Seis mujeres colombianas, de las cuales una es pereirana y dos de Medellín, viajaron a Veracruz, México, a mediados de septiembre con la ilusión de trabajar en eventos y servicios de protocolo. Lo que parecía ser una oportunidad para mejorar sus vidas, se convirtió en una pesadilla, ya que sus familiares han perdido todo contacto con ellas desde el pasado miércoles, y temen que hayan sido víctimas de una red de trata de personas.
Las jóvenes, identificadas como Sofía Vásquez Giraldo (21 Pereira), Derlys Dayana Paneso Taborda (25), Yarlín Giraldo Soto (21), Maranyeli Michel Chacón Álvarez (20, de Cúcuta), Michel Daniela Morales (21, de Bogotá), y otra mujer cuya identidad aún no se ha revelado, viajaron con la promesa de trabajos bien remunerados. Sin embargo, al llegar a tierras mexicanas, les quitaron sus documentos y les exigieron pagar una exorbitante suma de dinero: 100.000 dólares, más de 420 millones de pesos colombianos, supuestamente para cubrir sus gastos de estadía.

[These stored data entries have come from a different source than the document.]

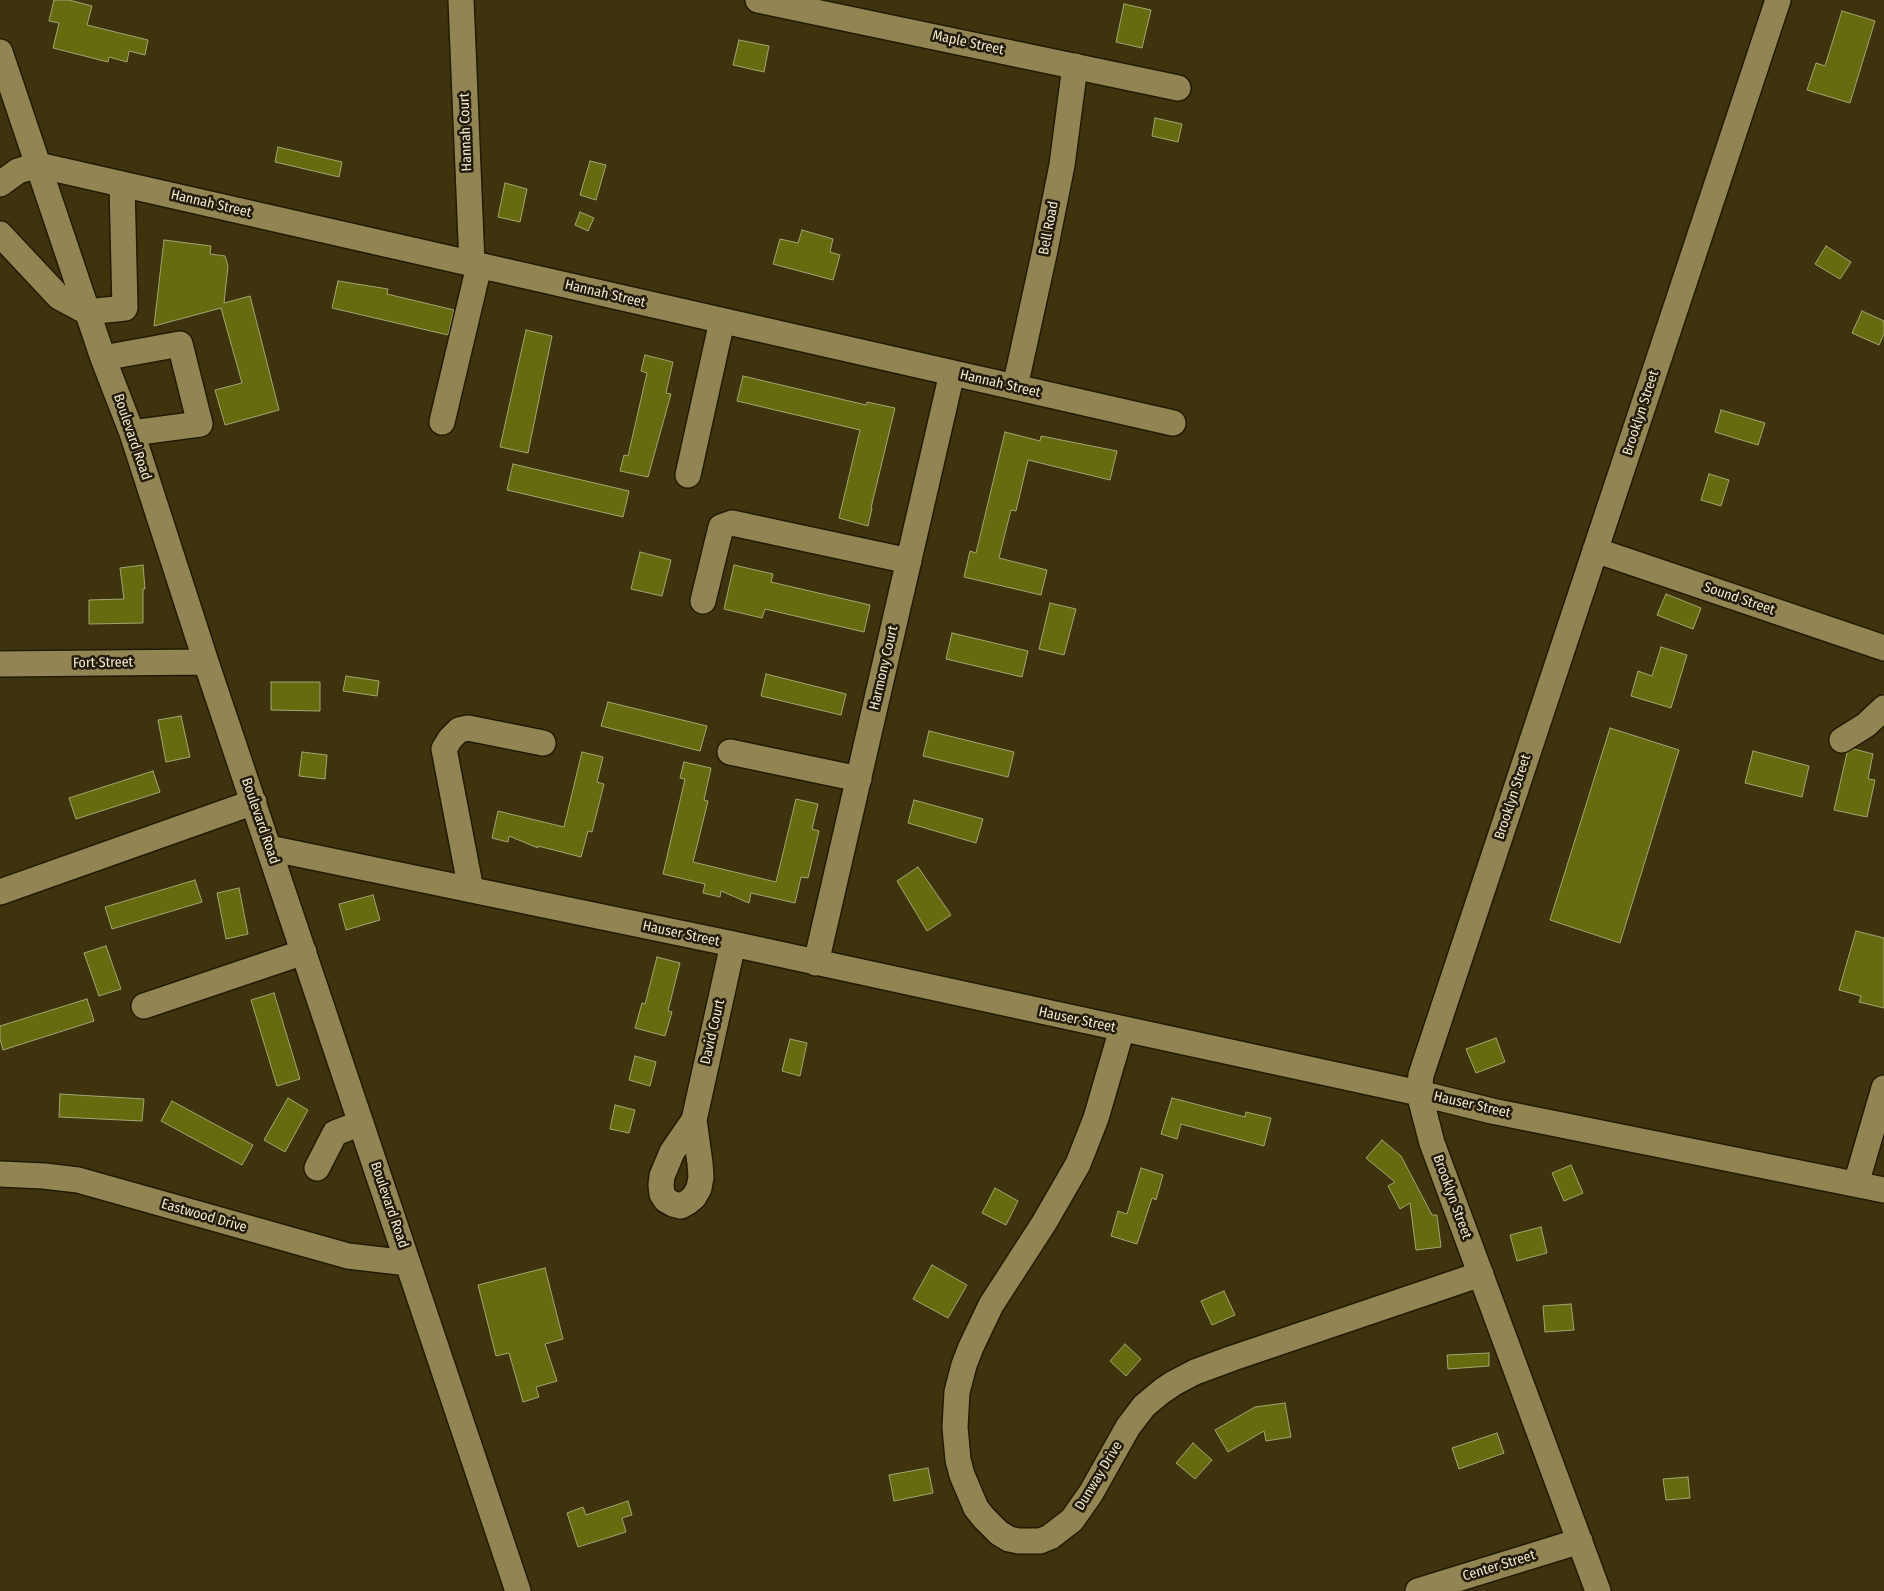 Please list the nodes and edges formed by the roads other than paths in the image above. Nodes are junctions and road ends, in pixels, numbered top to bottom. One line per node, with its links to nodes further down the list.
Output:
1 (461, 0): 11 (street, Hannah Court)
2 (758, 0): 5 (street, Maple Street)
3 (1778, 0): 21 (street, Brooklyn Street)
4 (0, 52): 7 (street, Boulevard Road)
5 (1075, 66): 6 (street, Maple Street); 16 (street, Bell Road)
6 (1178, 88)
7 (38, 165): 8 (street); 9 (street, Hannah Street); 12 (street, Boulevard Road)
8 (0, 184)
9 (122, 184): 11 (street, Hannah Street); 12 (street)
10 (0, 234): 12 (street)
11 (476, 265): 13 (street, Hannah Street); 17 (street, Hannah Court)
12 (87, 312): 14 (street, Boulevard Road)
13 (722, 321): 15 (street, Hannah Street); 20 (street)
14 (103, 358): 19 (street, Boulevard Road); 19 (street)
15 (952, 373): 16 (street, Hannah Street); 22 (street, Harmony Court)
16 (1015, 388): 18 (street, Hannah Street)
17 (442, 422)
18 (1173, 423)
19 (132, 433): 25 (street, Boulevard Road)
20 (688, 475)
21 (1595, 550): 24 (street, Sound Street); 42 (street, Brooklyn Street)
22 (909, 561): 23 (street); 31 (street, Harmony Court)
23 (703, 601)
24 (1884, 648)
25 (206, 662): 26 (street, Fort Street); 32 (street, Boulevard Road)
26 (0, 664)
27 (1884, 708): 28 (street)
28 (1842, 740)
29 (542, 743): 34 (street)
30 (730, 752): 31 (street)
31 (859, 779): 38 (street, Harmony Court)
32 (254, 802): 33 (street, Boulevard Road); 35 (street)
33 (269, 848): 34 (street, Hauser Street); 37 (street, Boulevard Road)
34 (471, 890): 36 (street, Hauser Street)
35 (0, 892)
36 (733, 944): 38 (street, Hauser Street); 43 (street, David Court)
37 (304, 952): 39 (street); 44 (street, Boulevard Road)
38 (816, 963): 40 (street, Hauser Street)
39 (144, 1006)
40 (1122, 1029): 42 (street, Hauser Street); 50 (street, Dunway Drive)
41 (1884, 1088): 47 (street)
42 (1419, 1093): 47 (street, Hauser Street); 50 (street, Brooklyn Street)
43 (694, 1120)
44 (361, 1123): 45 (street); 49 (street, Boulevard Road)
45 (317, 1168)
46 (0, 1174): 49 (street, Eastwood Drive)
47 (1856, 1184): 48 (street, Hauser Street)
48 (1884, 1190)
49 (408, 1263): 52 (street, Boulevard Road)
50 (1481, 1274): 51 (street, Brooklyn Street)
51 (1580, 1541): 53 (street, Center Street); 54 (street, Brooklyn Street)
52 (518, 1591)
53 (1418, 1591)
54 (1598, 1591) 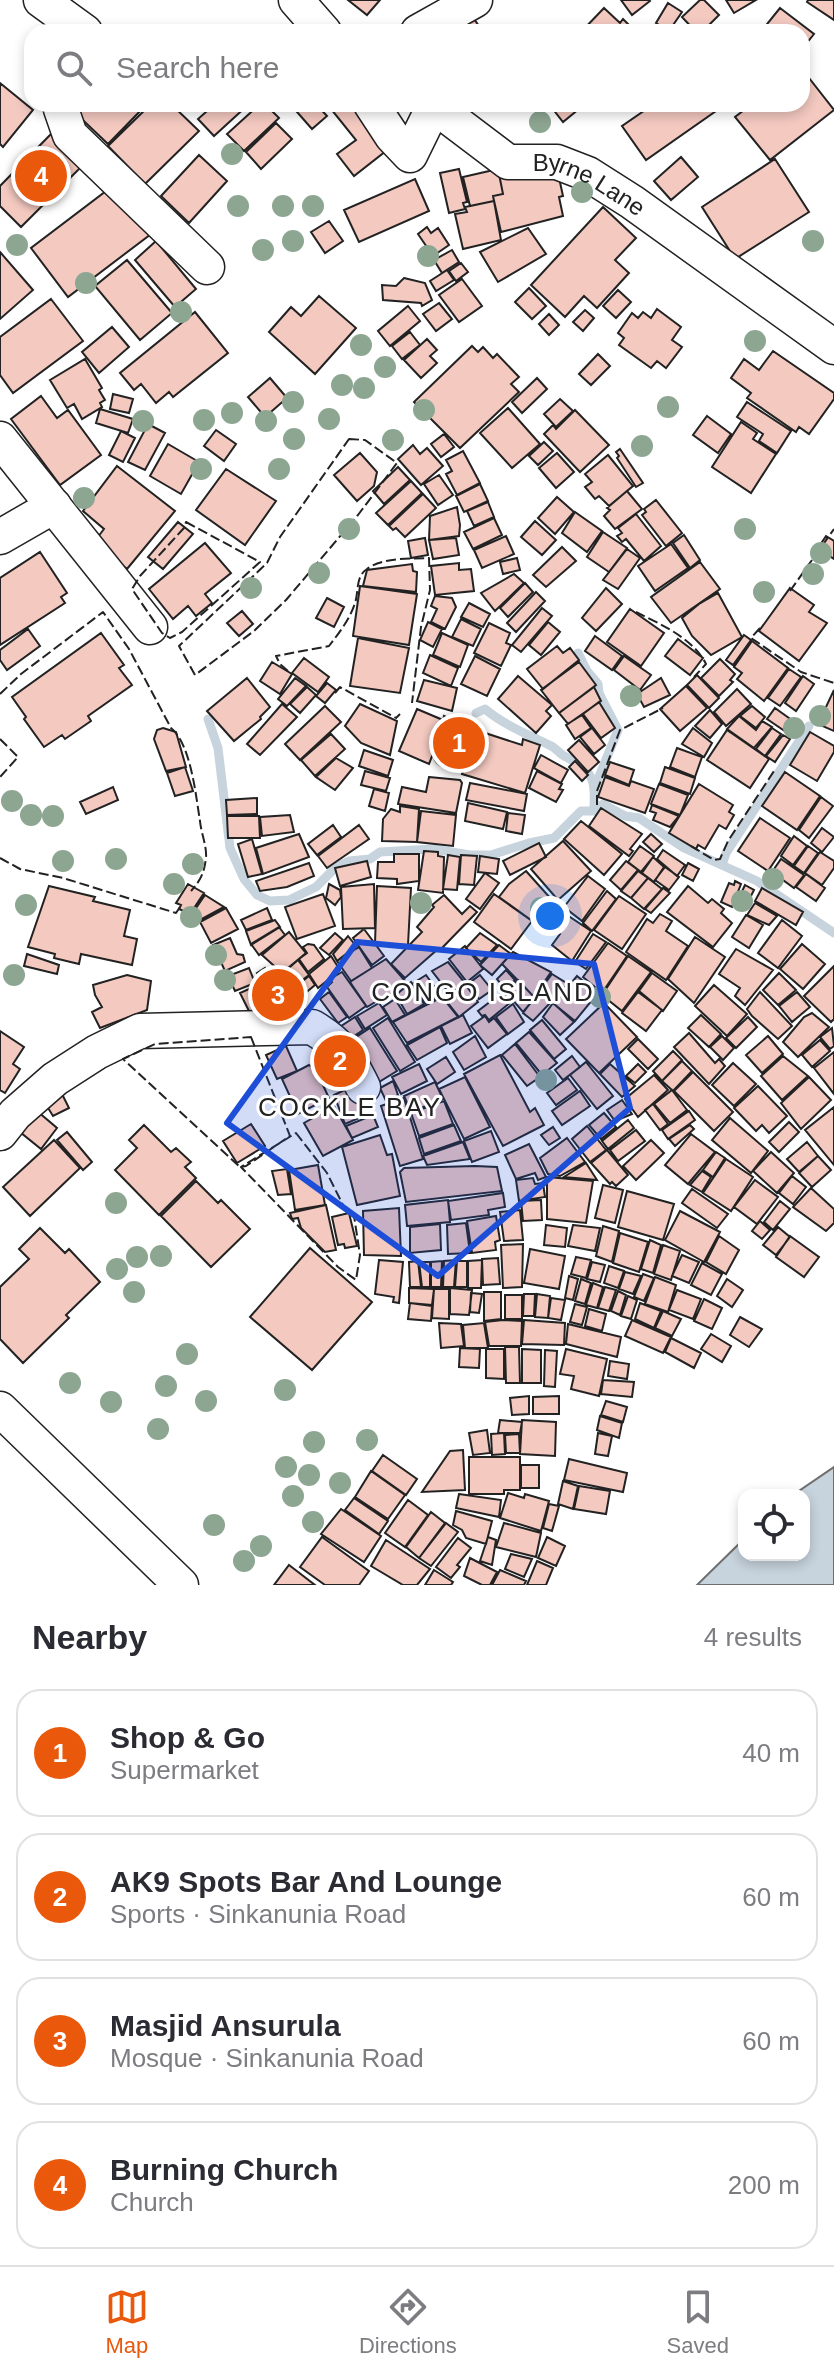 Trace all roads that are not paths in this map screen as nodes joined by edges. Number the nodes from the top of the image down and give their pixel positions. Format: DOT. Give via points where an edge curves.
graph roads {
  1 [pos="41,0"];
  2 [pos="296,0"];
  3 [pos="475,0"];
  4 [pos="74,24"];
  5 [pos="317,24"];
  6 [pos="432,24"];
  7 [pos="62,112"];
  8 [pos="376,112"];
  9 [pos="431,112"];
  10 [pos="442,112"];
  11 [pos="207,267"];
  12 [pos="834,347"];
  13 [pos="0,439"];
  14 [pos="54,506"];
  15 [pos="0,537"];
  16 [pos="150,627"];
  17 [pos="363,1087"];
  18 [pos="0,1133"];
  19 [pos="0,1409"];
  20 [pos="181,1585"];
  1 -- 4 [label="street"];
  2 -- 5 [label="street"];
  3 -- 6 [label="street"];
  7 -- 11 [label="street" via="70,135"];
  8 -- 9 [label="street, Byrne Lane" via="410,155"];
  10 -- 12 [label="street, Byrne Lane" via="508,162 557,162 588,174"];
  13 -- 14 [label="street"];
  14 -- 15 [label="street"];
  14 -- 16 [label="street"];
  17 -- 18 [label="street" via="346,1053 312,1027 140,1031 55,1079"];
  19 -- 20 [label="street"];
} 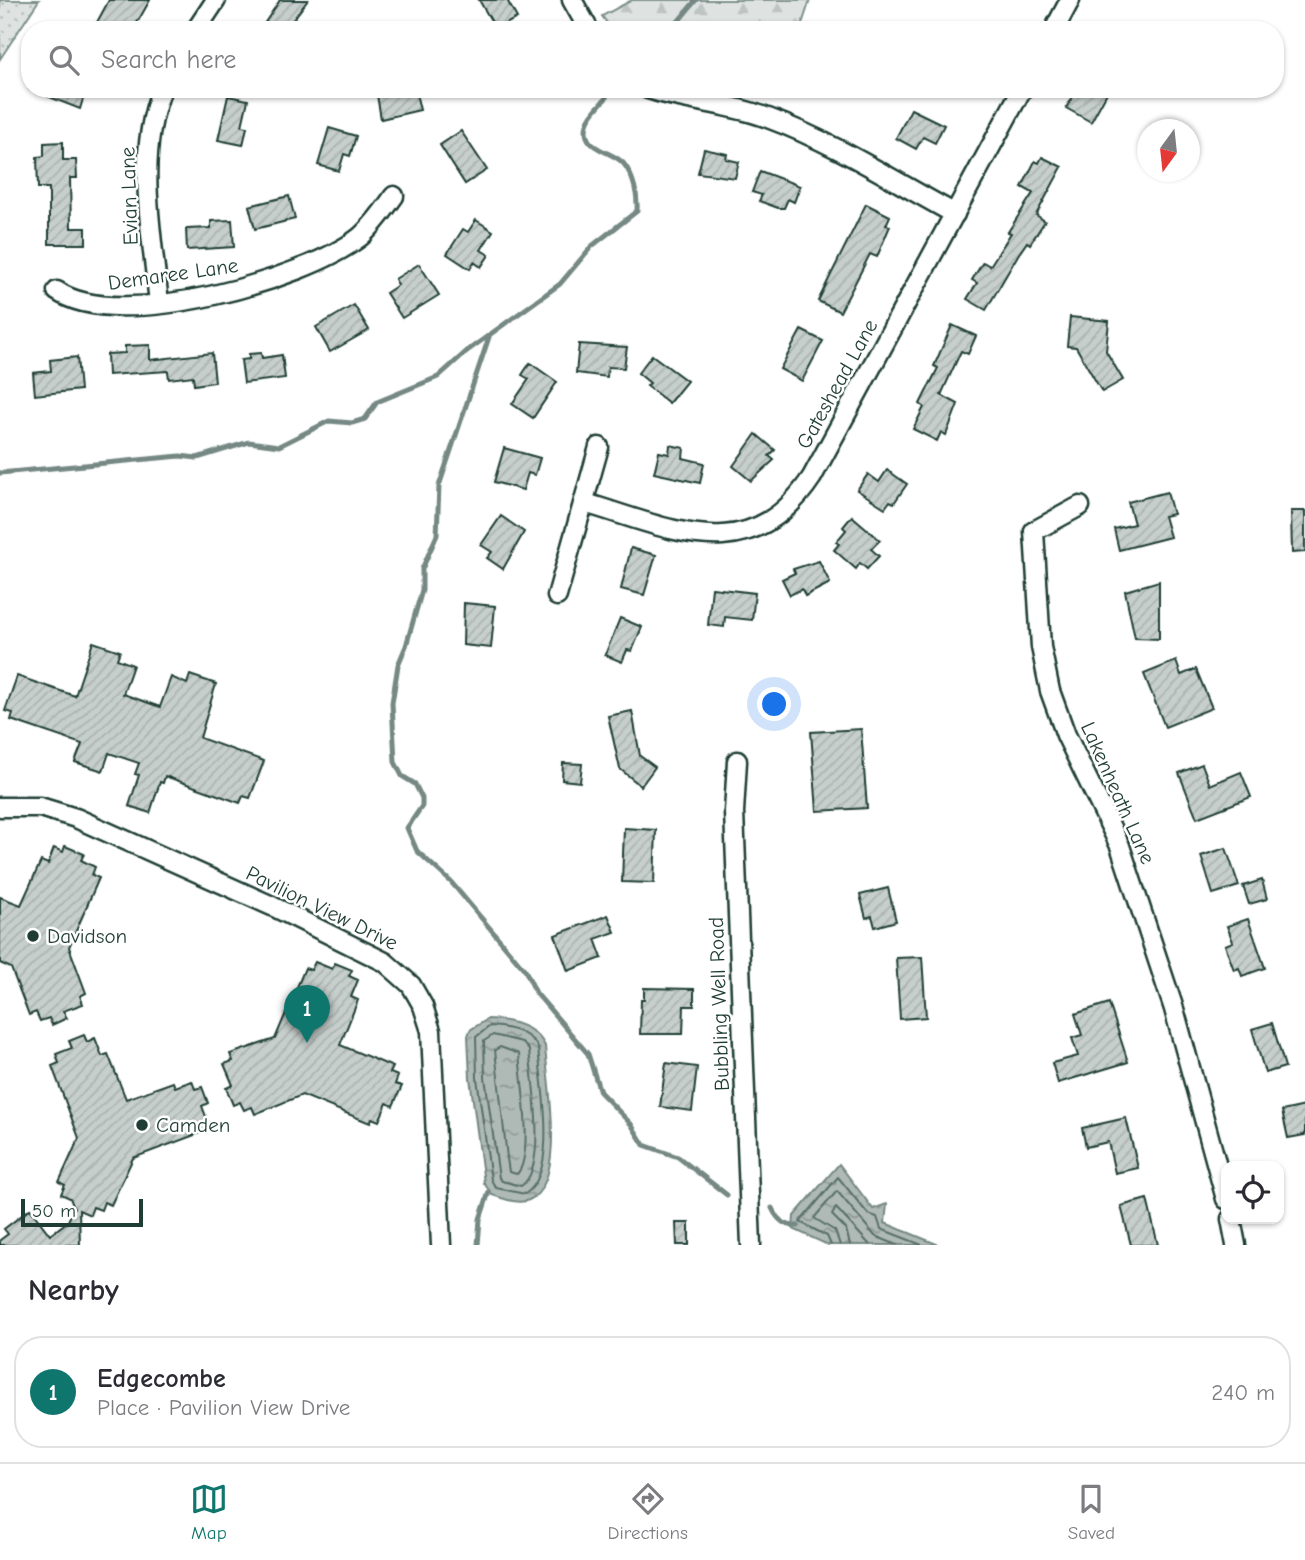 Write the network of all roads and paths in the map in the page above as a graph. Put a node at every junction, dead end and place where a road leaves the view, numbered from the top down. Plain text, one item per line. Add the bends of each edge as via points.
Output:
1 (216, 0) edge
2 (572, 0) edge
3 (1070, 0) edge
4 (202, 21) edge
5 (584, 21) edge
6 (1059, 21) edge
7 (159, 98) edge
8 (679, 98) edge
9 (1017, 98) edge
10 (394, 196) dead end
11 (955, 214) junction
12 (57, 292) dead end
13 (159, 303) junction
14 (599, 447) dead end
15 (585, 503) junction
16 (1080, 506) dead end
17 (556, 596) dead end
18 (737, 761) dead end
19 (0, 807) edge
20 (1221, 1181) edge
21 (1232, 1224) edge
22 (441, 1245) edge
23 (751, 1245) edge
24 (1237, 1245) edge

1 - 4 street
2 - 5 street
3 - 6 street
7 - 13 street, Evian Lane via 148,158
8 - 11 street via 767,117
9 - 11 street, Gateshead Lane
10 - 13 street, Demaree Lane via 359,238 296,271 217,296
11 - 15 street, Gateshead Lane via 812,477 778,517 749,531 697,535
12 - 13 street, Demaree Lane via 91,306
14 - 15 street
15 - 17 street
16 - 20 street, Lakenheath Lane via 1034,531 1043,663 1066,735 1120,846 1174,1009
18 - 23 street, Bubbling Well Road via 734,812
19 - 22 street, Pavilion View Drive via 40,807 76,818 338,937 404,977 423,1006 431,1031
21 - 24 street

El último contacto que tuvieron con sus familias fue irregular y angustiante. Derlys Dayana, por ejemplo, alcanzó a decir que se dirigían a un evento en Boca del Río, un lugar turístico en Veracruz, antes de que todo contacto cesara. Desde entonces, los teléfonos fueron confiscados y las mujeres fueron eliminadas de los grupos de WhatsApp donde se mantenían en contacto con otras colombianas.
“La sospecha fundamental es que eso es una trata de personas. La hipótesis es que la tengan encerrada, drogada en contra de su voluntad. No sabemos quién las tiene, nos han dicho que son mafias pues de allá de México”, relató el familiar de Derly Dayana, mujer que es madre de un hijo con el cual mantenía constante contacto hasta su desaparición.
Lo más alarmante es que la situación ha ido de mal en peor. Los familiares recibieron un mensaje exigiendo el pago de la enorme suma mencionada para liberarlas. Aunque no hay confirmaciones oficiales, los allegados de las víctimas temen lo peor: que las jóvenes hayan caído en manos de una organización de trata de personas que opera en México. La situación se complica aún más porque, según se comenta, la persona que las habría llevado a México, identificada como Yésica Anahí Ramírez Marín, alias Lilith, desocupó la vivienda donde estaban hospedadas y declaró que no se haría responsable por ellas.
Los familiares están desesperados. Aunque han buscado ayuda en todas las instancias posibles, incluidas la Interpol y el consulado colombiano en México, hasta el momento no han recibido apoyo efectivo. Mientras tanto, la angustia crece, y el tiempo corre en contra de estas seis mujeres, atrapadas en una situación que podría estar afectando gravemente su integridad física y emocional. “Hemos buscando a la Interpol, al Consulado de Colombia en México, a las autoridades de allá. Ya nos estamos moviendo porque estamos esperando una pronta respuesta del paradero de ellas”, comentó una de las familiares de Yarlín, quien trabajaba en un restaurante antes de viajar a México, seducida por la oferta económica que le iba a permitir darle un mejor futuro a su hija.